-- WHAT YOU NEED TO DO --
Your reply should repeat all records verbatim and contain no images.

-- DATASET EXCERPTS --
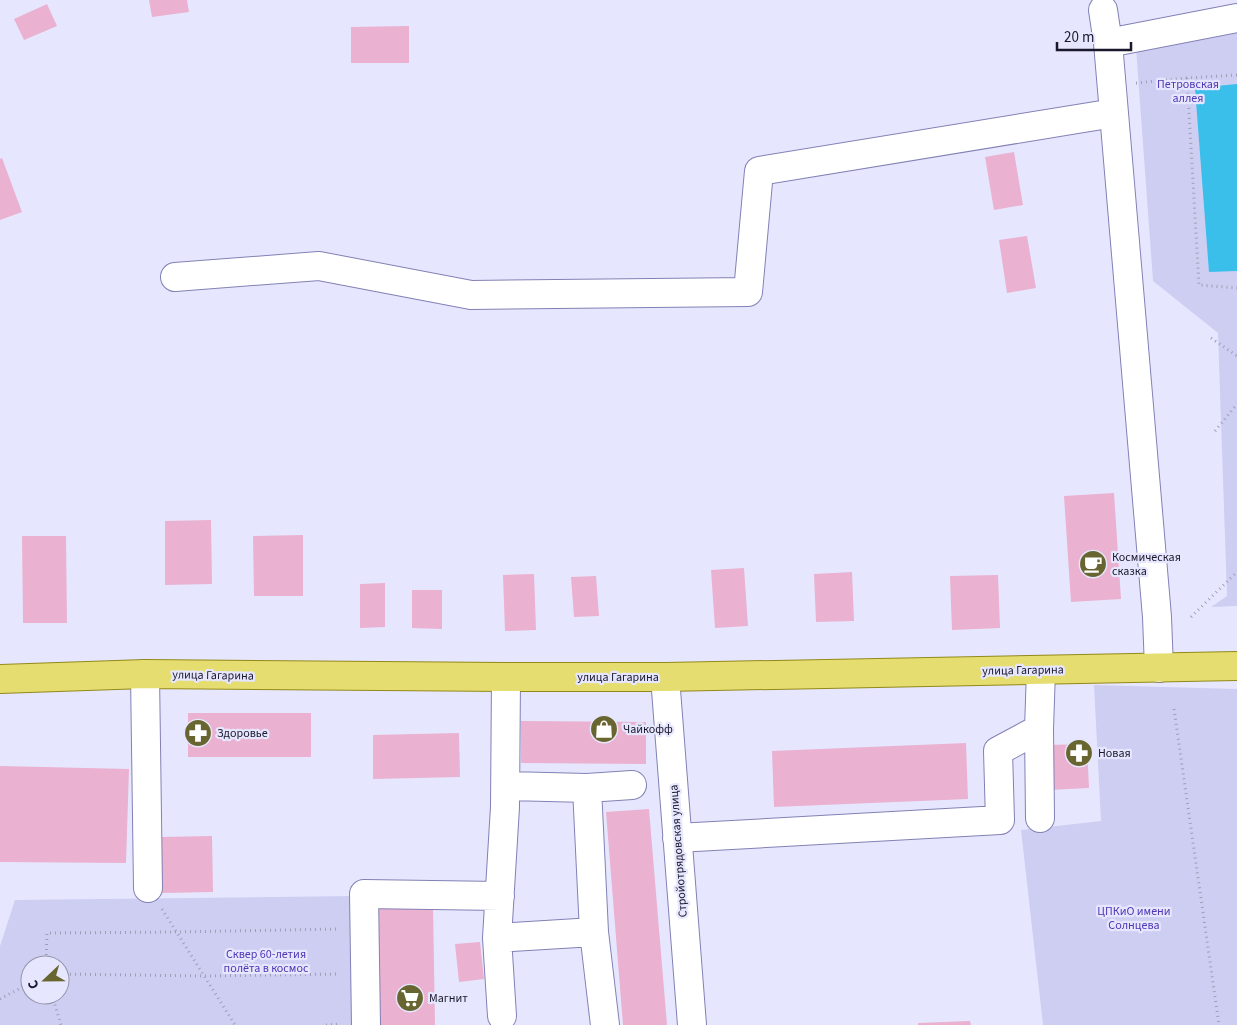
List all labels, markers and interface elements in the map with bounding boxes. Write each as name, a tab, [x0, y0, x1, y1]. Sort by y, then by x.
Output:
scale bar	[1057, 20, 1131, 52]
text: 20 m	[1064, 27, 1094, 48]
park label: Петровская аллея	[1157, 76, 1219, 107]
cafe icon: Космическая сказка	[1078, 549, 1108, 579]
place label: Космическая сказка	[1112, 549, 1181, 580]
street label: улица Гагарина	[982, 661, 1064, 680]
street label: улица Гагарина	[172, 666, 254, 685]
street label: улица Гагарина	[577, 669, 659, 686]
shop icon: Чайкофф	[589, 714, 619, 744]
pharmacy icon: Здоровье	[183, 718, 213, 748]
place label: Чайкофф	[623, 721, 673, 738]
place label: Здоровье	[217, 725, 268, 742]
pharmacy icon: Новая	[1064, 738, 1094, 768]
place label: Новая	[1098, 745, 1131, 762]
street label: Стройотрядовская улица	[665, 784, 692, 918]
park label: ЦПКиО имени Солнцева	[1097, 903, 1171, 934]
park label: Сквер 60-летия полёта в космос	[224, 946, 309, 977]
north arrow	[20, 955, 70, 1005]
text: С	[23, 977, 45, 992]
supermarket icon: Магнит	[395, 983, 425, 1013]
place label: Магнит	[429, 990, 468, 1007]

-- PROBLEM SOLUTION --
List all labels, markers and interface elements in the map with bounding boxes. Write each as name, a tab, [x0, y0, x1, y1]. Sort by y, then by x.
Output:
scale bar	[1057, 20, 1131, 52]
text: 20 m	[1064, 27, 1094, 48]
park label: Петровская аллея	[1157, 76, 1219, 107]
cafe icon: Космическая сказка	[1078, 549, 1108, 579]
place label: Космическая сказка	[1112, 549, 1181, 580]
street label: улица Гагарина	[982, 661, 1064, 680]
street label: улица Гагарина	[172, 666, 254, 685]
street label: улица Гагарина	[577, 669, 659, 686]
shop icon: Чайкофф	[589, 714, 619, 744]
pharmacy icon: Здоровье	[183, 718, 213, 748]
place label: Чайкофф	[623, 721, 673, 738]
place label: Здоровье	[217, 725, 268, 742]
pharmacy icon: Новая	[1064, 738, 1094, 768]
place label: Новая	[1098, 745, 1131, 762]
street label: Стройотрядовская улица	[665, 784, 692, 918]
park label: ЦПКиО имени Солнцева	[1097, 903, 1171, 934]
park label: Сквер 60-летия полёта в космос	[224, 946, 309, 977]
north arrow	[20, 955, 70, 1005]
text: С	[23, 977, 45, 992]
supermarket icon: Магнит	[395, 983, 425, 1013]
place label: Магнит	[429, 990, 468, 1007]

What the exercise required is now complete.